Work required:
Every entry must be transcribed exactly. Pictures are not part of the copy.

═════ Provided material

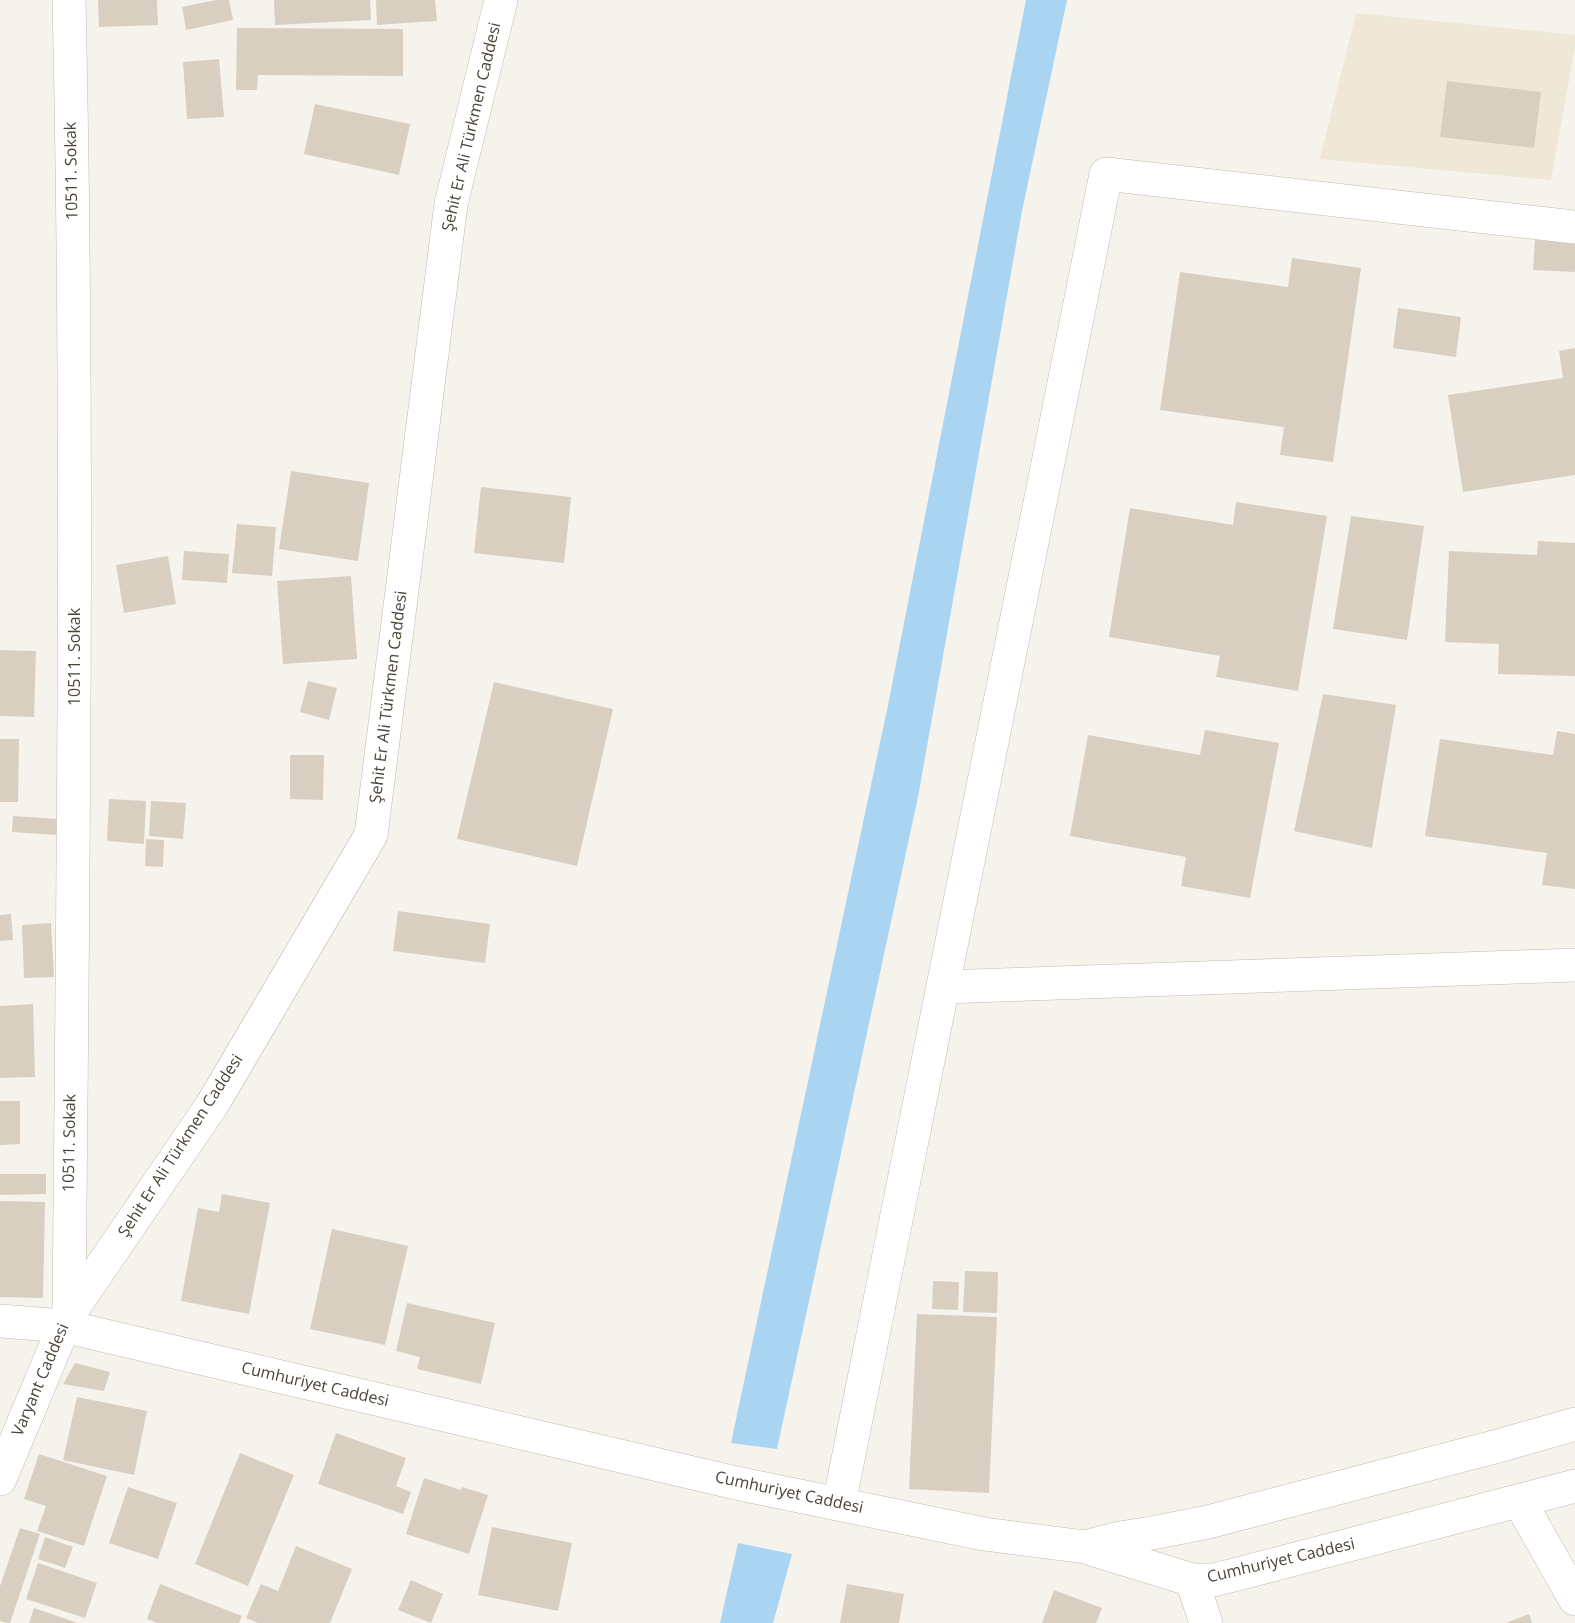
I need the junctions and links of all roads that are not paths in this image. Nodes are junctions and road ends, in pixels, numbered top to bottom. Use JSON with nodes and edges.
{"nodes":[{"id":1,"x":69,"y":0,"type":"edge"},
{"id":2,"x":501,"y":0,"type":"edge"},
{"id":3,"x":1575,"y":227,"type":"edge"},
{"id":4,"x":1575,"y":965,"type":"edge"},
{"id":5,"x":943,"y":987,"type":"junction"},
{"id":6,"x":66,"y":1320,"type":"junction"},
{"id":7,"x":0,"y":1321,"type":"edge"},
{"id":8,"x":1575,"y":1424,"type":"edge"},
{"id":9,"x":0,"y":1479,"type":"edge"},
{"id":10,"x":1575,"y":1486,"type":"edge"},
{"id":11,"x":1520,"y":1502,"type":"junction"},
{"id":12,"x":839,"y":1504,"type":"junction"},
{"id":13,"x":1085,"y":1547,"type":"junction"},
{"id":14,"x":1192,"y":1580,"type":"junction"},
{"id":15,"x":1575,"y":1599,"type":"edge"},
{"id":16,"x":1206,"y":1623,"type":"edge"}],
"edges":[{"from":1,"to":6,"type":"street","name":"10511. Sokak"},
{"from":2,"to":6,"type":"street","name":"Şehit Er Ali Türkmen Caddesi"},
{"from":3,"to":5,"type":"street"},
{"from":4,"to":5,"type":"street"},
{"from":5,"to":12,"type":"street"},
{"from":6,"to":7,"type":"street","name":"Cumhuriyet Caddesi"},
{"from":6,"to":9,"type":"street","name":"Varyant Caddesi"},
{"from":6,"to":12,"type":"street","name":"Cumhuriyet Caddesi"},
{"from":8,"to":13,"type":"street"},
{"from":10,"to":11,"type":"street","name":"Cumhuriyet Caddesi"},
{"from":11,"to":14,"type":"street","name":"Cumhuriyet Caddesi"},
{"from":11,"to":15,"type":"street"},
{"from":12,"to":13,"type":"street","name":"Cumhuriyet Caddesi"},
{"from":13,"to":14,"type":"street","name":"Cumhuriyet Caddesi"},
{"from":14,"to":16,"type":"street"}]}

══════════

Task answer:
I need the junctions and links of all roads that are not paths in this image. Nodes are junctions and road ends, in pixels, numbered top to bottom. Use JSON with nodes and edges.
{"nodes":[{"id":1,"x":69,"y":0,"type":"edge"},
{"id":2,"x":501,"y":0,"type":"edge"},
{"id":3,"x":1575,"y":227,"type":"edge"},
{"id":4,"x":1575,"y":965,"type":"edge"},
{"id":5,"x":943,"y":987,"type":"junction"},
{"id":6,"x":66,"y":1320,"type":"junction"},
{"id":7,"x":0,"y":1321,"type":"edge"},
{"id":8,"x":1575,"y":1424,"type":"edge"},
{"id":9,"x":0,"y":1479,"type":"edge"},
{"id":10,"x":1575,"y":1486,"type":"edge"},
{"id":11,"x":1520,"y":1502,"type":"junction"},
{"id":12,"x":839,"y":1504,"type":"junction"},
{"id":13,"x":1085,"y":1547,"type":"junction"},
{"id":14,"x":1192,"y":1580,"type":"junction"},
{"id":15,"x":1575,"y":1599,"type":"edge"},
{"id":16,"x":1206,"y":1623,"type":"edge"}],
"edges":[{"from":1,"to":6,"type":"street","name":"10511. Sokak"},
{"from":2,"to":6,"type":"street","name":"Şehit Er Ali Türkmen Caddesi"},
{"from":3,"to":5,"type":"street"},
{"from":4,"to":5,"type":"street"},
{"from":5,"to":12,"type":"street"},
{"from":6,"to":7,"type":"street","name":"Cumhuriyet Caddesi"},
{"from":6,"to":9,"type":"street","name":"Varyant Caddesi"},
{"from":6,"to":12,"type":"street","name":"Cumhuriyet Caddesi"},
{"from":8,"to":13,"type":"street"},
{"from":10,"to":11,"type":"street","name":"Cumhuriyet Caddesi"},
{"from":11,"to":14,"type":"street","name":"Cumhuriyet Caddesi"},
{"from":11,"to":15,"type":"street"},
{"from":12,"to":13,"type":"street","name":"Cumhuriyet Caddesi"},
{"from":13,"to":14,"type":"street","name":"Cumhuriyet Caddesi"},
{"from":14,"to":16,"type":"street"}]}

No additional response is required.